### Task to complete
Search the records for the string "from". Copy each line where it occurs.

### Exercise data
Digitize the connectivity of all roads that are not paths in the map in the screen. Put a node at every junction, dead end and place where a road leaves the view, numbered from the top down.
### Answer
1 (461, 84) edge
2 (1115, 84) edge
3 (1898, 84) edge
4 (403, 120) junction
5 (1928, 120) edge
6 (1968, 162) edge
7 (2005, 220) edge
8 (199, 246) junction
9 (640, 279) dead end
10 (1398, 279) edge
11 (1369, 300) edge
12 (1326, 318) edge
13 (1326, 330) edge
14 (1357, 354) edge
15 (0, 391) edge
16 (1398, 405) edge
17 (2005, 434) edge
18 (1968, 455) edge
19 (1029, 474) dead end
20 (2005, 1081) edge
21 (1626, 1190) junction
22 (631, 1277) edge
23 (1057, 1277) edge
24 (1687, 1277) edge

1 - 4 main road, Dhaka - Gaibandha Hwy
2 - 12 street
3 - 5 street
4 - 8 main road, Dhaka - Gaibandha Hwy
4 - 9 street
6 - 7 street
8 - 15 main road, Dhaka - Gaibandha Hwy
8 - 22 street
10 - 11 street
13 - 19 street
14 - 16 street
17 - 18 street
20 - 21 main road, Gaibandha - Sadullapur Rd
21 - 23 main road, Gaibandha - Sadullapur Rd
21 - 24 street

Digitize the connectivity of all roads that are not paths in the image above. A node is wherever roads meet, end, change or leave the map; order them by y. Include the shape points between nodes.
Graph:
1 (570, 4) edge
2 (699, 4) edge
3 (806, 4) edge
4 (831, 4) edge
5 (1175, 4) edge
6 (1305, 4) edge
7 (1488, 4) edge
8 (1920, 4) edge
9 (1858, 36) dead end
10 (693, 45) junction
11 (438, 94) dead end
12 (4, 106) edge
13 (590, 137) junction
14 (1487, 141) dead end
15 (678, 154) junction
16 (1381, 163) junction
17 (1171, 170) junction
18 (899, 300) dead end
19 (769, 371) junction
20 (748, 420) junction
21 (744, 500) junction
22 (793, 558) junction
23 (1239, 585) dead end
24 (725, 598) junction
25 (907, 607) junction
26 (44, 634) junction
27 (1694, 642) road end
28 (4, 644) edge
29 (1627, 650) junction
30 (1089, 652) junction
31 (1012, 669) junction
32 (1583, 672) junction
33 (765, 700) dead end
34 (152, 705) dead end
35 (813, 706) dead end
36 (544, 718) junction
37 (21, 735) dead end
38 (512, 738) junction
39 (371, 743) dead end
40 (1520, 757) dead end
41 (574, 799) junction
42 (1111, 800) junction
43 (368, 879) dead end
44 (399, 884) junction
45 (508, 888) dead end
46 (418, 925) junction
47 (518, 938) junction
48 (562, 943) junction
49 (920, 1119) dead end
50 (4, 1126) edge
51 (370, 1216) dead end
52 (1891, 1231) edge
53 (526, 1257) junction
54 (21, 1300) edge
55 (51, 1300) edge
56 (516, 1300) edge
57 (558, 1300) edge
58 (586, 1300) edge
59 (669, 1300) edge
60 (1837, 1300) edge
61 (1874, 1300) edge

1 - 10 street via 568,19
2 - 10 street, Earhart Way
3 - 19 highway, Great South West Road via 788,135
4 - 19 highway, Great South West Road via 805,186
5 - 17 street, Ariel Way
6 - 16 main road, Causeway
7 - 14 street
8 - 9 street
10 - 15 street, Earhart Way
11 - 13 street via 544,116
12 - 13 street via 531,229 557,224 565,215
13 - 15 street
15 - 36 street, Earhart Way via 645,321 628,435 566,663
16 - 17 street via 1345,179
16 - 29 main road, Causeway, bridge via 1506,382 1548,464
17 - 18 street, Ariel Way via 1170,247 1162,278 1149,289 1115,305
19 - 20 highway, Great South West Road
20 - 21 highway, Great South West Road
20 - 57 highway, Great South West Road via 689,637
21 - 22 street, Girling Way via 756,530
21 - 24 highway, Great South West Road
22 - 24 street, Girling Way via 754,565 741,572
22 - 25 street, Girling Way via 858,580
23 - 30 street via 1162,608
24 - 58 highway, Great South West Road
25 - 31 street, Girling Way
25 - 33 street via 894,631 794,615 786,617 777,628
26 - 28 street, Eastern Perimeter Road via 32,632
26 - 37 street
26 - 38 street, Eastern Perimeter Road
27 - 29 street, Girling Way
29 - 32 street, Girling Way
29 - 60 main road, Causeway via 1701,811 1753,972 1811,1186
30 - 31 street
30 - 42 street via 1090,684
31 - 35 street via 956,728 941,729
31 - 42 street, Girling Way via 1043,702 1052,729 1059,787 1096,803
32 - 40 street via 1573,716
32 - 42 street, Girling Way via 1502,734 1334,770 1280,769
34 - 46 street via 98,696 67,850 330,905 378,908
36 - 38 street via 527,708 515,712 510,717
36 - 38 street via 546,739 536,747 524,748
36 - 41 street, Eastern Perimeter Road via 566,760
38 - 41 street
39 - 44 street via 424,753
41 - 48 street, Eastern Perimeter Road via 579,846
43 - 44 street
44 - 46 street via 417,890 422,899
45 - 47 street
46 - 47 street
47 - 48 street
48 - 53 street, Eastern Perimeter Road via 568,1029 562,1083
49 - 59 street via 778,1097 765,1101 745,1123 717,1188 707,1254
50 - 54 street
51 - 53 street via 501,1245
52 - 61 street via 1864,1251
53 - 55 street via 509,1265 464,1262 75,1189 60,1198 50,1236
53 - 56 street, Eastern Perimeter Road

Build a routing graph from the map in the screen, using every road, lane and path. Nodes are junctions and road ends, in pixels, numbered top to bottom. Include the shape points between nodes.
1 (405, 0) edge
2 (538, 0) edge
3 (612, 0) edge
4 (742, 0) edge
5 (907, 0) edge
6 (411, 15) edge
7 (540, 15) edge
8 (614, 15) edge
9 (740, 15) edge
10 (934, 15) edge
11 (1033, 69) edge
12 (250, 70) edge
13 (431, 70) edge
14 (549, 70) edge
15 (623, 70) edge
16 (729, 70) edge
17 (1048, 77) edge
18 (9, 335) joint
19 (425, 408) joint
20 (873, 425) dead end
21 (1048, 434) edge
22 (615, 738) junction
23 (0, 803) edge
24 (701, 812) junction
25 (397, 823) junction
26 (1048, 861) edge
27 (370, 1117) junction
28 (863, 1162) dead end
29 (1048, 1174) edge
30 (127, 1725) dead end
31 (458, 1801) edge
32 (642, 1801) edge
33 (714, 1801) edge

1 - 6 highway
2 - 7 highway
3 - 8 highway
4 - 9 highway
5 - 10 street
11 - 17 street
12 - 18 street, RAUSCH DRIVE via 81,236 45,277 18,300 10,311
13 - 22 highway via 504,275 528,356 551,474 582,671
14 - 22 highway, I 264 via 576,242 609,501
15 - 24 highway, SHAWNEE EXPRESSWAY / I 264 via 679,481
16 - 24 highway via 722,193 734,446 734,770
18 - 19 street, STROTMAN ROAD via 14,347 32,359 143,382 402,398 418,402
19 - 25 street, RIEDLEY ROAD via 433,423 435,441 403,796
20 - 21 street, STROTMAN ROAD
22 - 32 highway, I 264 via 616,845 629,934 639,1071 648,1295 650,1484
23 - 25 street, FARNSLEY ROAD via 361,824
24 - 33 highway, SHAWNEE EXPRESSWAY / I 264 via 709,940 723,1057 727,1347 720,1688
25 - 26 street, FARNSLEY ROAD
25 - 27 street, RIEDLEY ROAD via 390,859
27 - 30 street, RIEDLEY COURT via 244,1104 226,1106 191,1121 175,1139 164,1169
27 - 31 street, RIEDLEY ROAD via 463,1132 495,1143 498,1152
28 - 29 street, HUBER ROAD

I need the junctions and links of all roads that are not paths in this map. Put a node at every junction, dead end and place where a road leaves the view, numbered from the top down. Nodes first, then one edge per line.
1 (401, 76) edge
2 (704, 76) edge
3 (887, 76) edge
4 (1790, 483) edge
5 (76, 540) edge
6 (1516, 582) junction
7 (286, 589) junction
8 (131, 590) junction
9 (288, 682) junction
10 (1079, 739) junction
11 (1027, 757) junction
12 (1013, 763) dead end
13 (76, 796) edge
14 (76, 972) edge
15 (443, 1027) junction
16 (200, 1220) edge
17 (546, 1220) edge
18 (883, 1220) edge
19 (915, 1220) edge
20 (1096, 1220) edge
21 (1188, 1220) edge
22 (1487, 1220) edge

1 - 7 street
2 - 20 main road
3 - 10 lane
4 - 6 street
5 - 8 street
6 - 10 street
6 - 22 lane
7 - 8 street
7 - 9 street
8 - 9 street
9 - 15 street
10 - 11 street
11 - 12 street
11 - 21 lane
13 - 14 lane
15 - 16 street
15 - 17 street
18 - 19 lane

### Exercise output
Digitize the connectivity of all roads that are not paths in the map in the screen. Put a node at every junction, dead end and place where a road leaves the view, numbered from the top down.
Build a routing graph from the map in the screen, using every road, lane and path. Nodes are junctions and road ends, in pixels, numbered top to bottom. Include the shape points between nodes.
I need the junctions and links of all roads that are not paths in this map. Put a node at every junction, dead end and place where a road leaves the view, numbered from the top down. Nodes first, then one edge per line.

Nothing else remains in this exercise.